The point is this. The Irish people are an intellectual race; the English people are an unintellectual race. The Irish people are a spiritual race, and follow after the things of the mind; the English are not spiritual, and they tend to follow rather after the things of the body. These differences of the two peoples are reflected in their schools; the Irish boy sent to England is placed in a lower intellectual environment than that to which he rightfully belongs, and the parents who treat him thus do him an irreparable wrong. Moreover, English people are so much richer than Irish people that Irish parents can rarely afford to send their children to English schools where they would mix with people of their own class.

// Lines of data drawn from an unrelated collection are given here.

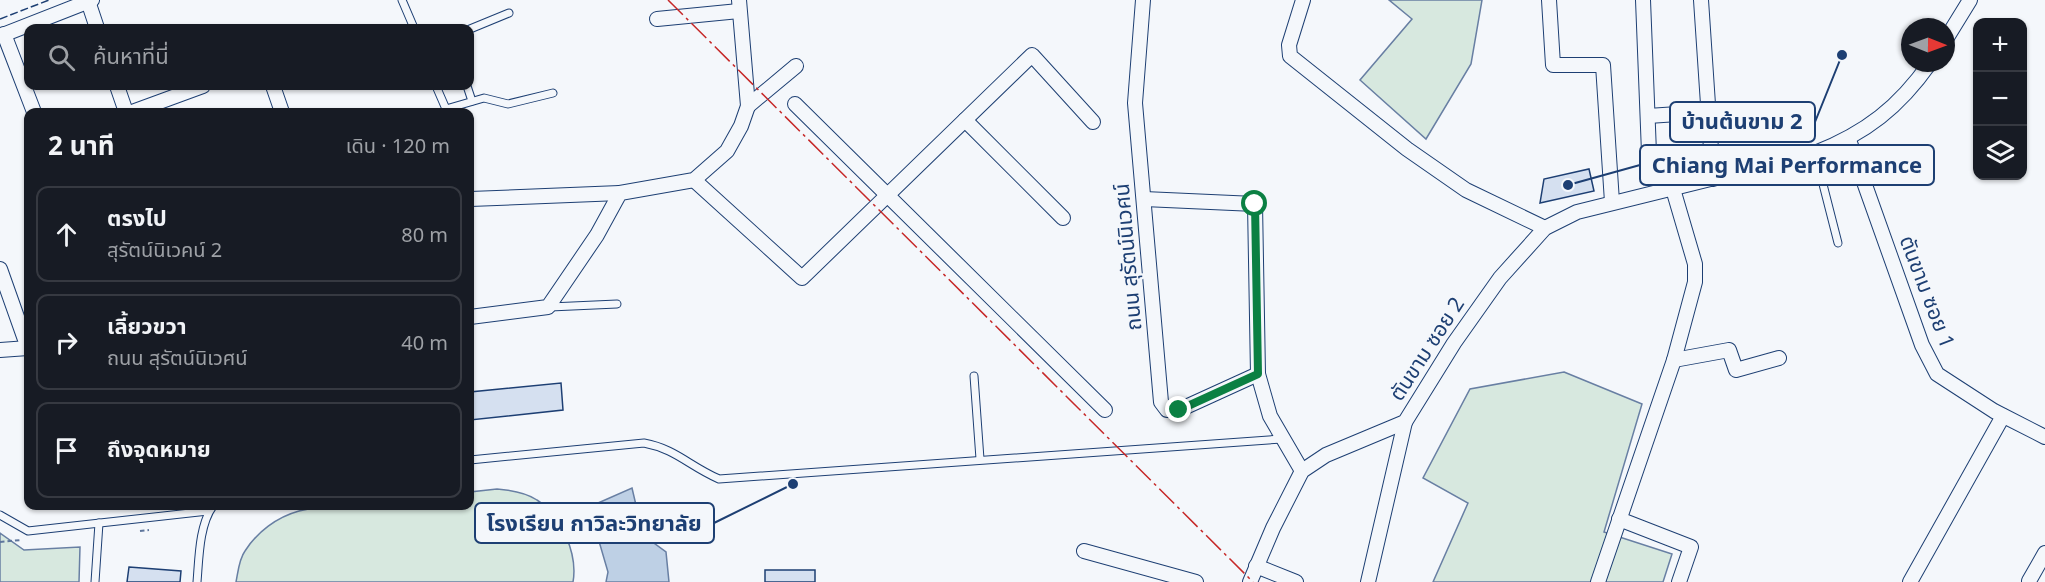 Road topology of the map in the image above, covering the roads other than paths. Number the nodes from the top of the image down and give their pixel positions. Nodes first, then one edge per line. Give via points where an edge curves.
1 (402, 0) edge
2 (1143, 0) edge
3 (1303, 0) edge
4 (1549, 0) edge
5 (1643, 0) edge
6 (1701, 0) edge
7 (1970, 0) edge
8 (90, 1) edge
9 (739, 5) edge
10 (509, 13) dead end
11 (657, 19) dead end
12 (30, 24) edge
13 (96, 24) edge
14 (412, 24) edge
15 (1955, 24) edge
16 (24, 26) edge
17 (474, 27) edge
18 (2, 35) edge
19 (796, 66) dead end
20 (1923, 72) edge
21 (24, 88) edge
22 (25, 90) edge
23 (118, 90) edge
24 (192, 90) edge
25 (274, 90) edge
26 (438, 90) edge
27 (468, 90) edge
28 (553, 93) dead end
29 (472, 101) junction
30 (795, 104) dead end
31 (748, 106) junction
32 (32, 108) edge
33 (125, 108) edge
34 (143, 108) edge
35 (281, 108) edge
36 (446, 108) edge
37 (449, 108) edge
38 (1708, 112) junction
39 (1648, 116) junction
40 (965, 120) junction
41 (1093, 122) dead end
42 (1849, 140) junction
43 (1649, 153) dead end
44 (1815, 153) junction
45 (1713, 179) junction
46 (694, 180) junction
47 (1673, 189) junction
48 (620, 193) junction
49 (887, 195) junction
50 (1144, 199) junction
51 (474, 200) edge
52 (1612, 201) junction
53 (1063, 218) dead end
54 (1545, 228) junction
55 (1838, 243) dead end
56 (0, 269) edge
57 (617, 304) dead end
58 (548, 307) junction
59 (474, 316) edge
60 (24, 337) edge
61 (24, 348) edge
62 (0, 351) edge
63 (1779, 358) dead end
64 (1674, 360) junction
65 (1258, 374) junction
66 (974, 376) dead end
67 (1106, 410) dead end
68 (2003, 416) junction
69 (1406, 422) junction
70 (2045, 437) edge
71 (1282, 439) junction
72 (980, 459) junction
73 (474, 460) edge
74 (1302, 471) junction
75 (196, 510) edge
76 (210, 510) edge
77 (0, 515) edge
78 (1619, 519) junction
79 (99, 523) junction
80 (1084, 551) dead end
81 (2045, 553) edge
82 (1256, 566) junction
83 (2029, 581) edge
84 (95, 582) edge
85 (197, 582) edge
86 (1196, 582) edge
87 (1250, 582) edge
88 (1296, 582) edge
89 (1368, 582) edge
90 (1598, 582) edge
91 (1679, 582) edge
92 (1910, 582) edge

1 - 14 lane
2 - 50 street, ถนน สุรัตน์นิเวศน์ via 1135,103
3 - 54 street via 1289,45 1290,56 1407,149 1466,190
4 - 52 street via 1553,65 1603,65
5 - 39 street
6 - 38 street
7 - 15 street
8 - 12 street
8 - 13 street
9 - 11 street
9 - 31 street
10 - 17 lane
16 - 18 street
18 - 21 street
19 - 31 street
20 - 42 street via 1898,102
22 - 32 street
23 - 33 street
24 - 34 street
25 - 35 street
26 - 36 lane
27 - 29 lane
28 - 29 lane via 508,104 483,98
29 - 37 lane
30 - 49 street
31 - 46 street via 727,151
38 - 39 street
38 - 45 street
39 - 43 street
40 - 41 street via 1032,56
40 - 49 street
40 - 53 street
42 - 44 street
42 - 68 street, ตันขาม ซอย 1 via 1922,345 1937,374
44 - 45 street
44 - 55 lane
45 - 47 street
46 - 48 street
46 - 49 street via 802,278
47 - 52 street
47 - 64 street via 1695,264 1695,282
48 - 51 street
48 - 58 street
49 - 67 street
50 - 65 street via 1255,204
50 - 65 street, ถนน สุรัตน์นิเวศน์ via 1161,402 1167,410 1179,410
52 - 54 street
54 - 69 street, ตันขาม ซอย 2 via 1500,278
56 - 60 street
57 - 58 lane
58 - 59 street
61 - 62 street
63 - 64 street via 1736,370 1729,350
64 - 78 street
65 - 71 street via 1270,416
66 - 72 lane
68 - 70 street, ตันขาม ซอย 1
68 - 92 street
69 - 74 street, ตันขาม ซอย 2 via 1326,455
69 - 89 street
71 - 72 lane
71 - 74 street
72 - 73 lane via 719,479 666,447 644,443
74 - 82 street
75 - 79 lane
76 - 85 lane
77 - 79 lane via 28,531
78 - 90 street
78 - 91 street via 1691,548
79 - 84 lane
80 - 86 street
81 - 83 street
82 - 87 street
82 - 88 street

I turn with interest to what Mr. Dudley Fletcher [a previous correspondent] considers the three points in which English schools surpass Irish schools – attention to dress, good manners, and speech.
About the first a great deal might be said. That English schoolboys pay considerable attention to dress is certainly true, but those who pay most attention to dress are invariably the least intellectual; and personally whenever I see a boy with cunningly-brogued shoes and brilliant-coloured socks there comes into my mind an old saying that I learnt nowhere else but in Ireland – “A man without learning and wearing good clothes is like a gold ring on a grunting pig’s nose.”
I have travelled a good deal in Europe, and I know no country (with the possible exception of France) where such pleasant manners reign as in Ireland. Manners are of the head and of the heart: a man cannot be really polite unless he has the mental quickness to see what is the right thing to do or to say, and unless he has the fine feelings and delicate promptings of the heart to inspire him thereto.
[...] As regards speech, I am still more amazed. There is no standard English speech; there are only a number of dialects. Why should an Irishman give up an Irish dialect to learn an English one? The English dialects are certainly not prettier, nor are they more correct. I am sure Irish parents don’t want to hear their children dropping their “aitches,” or saying “the idear of it,” or saying “naow” instead of “no”. [...] To speak of Irish boys going to England to learn “speech” is one of the most preposterous things I have ever heard in my life. [...] – Yours, etc., E. Creagh Kittson, B.A. Carraig-na-Rone, Portrush, Aug 6, 1912.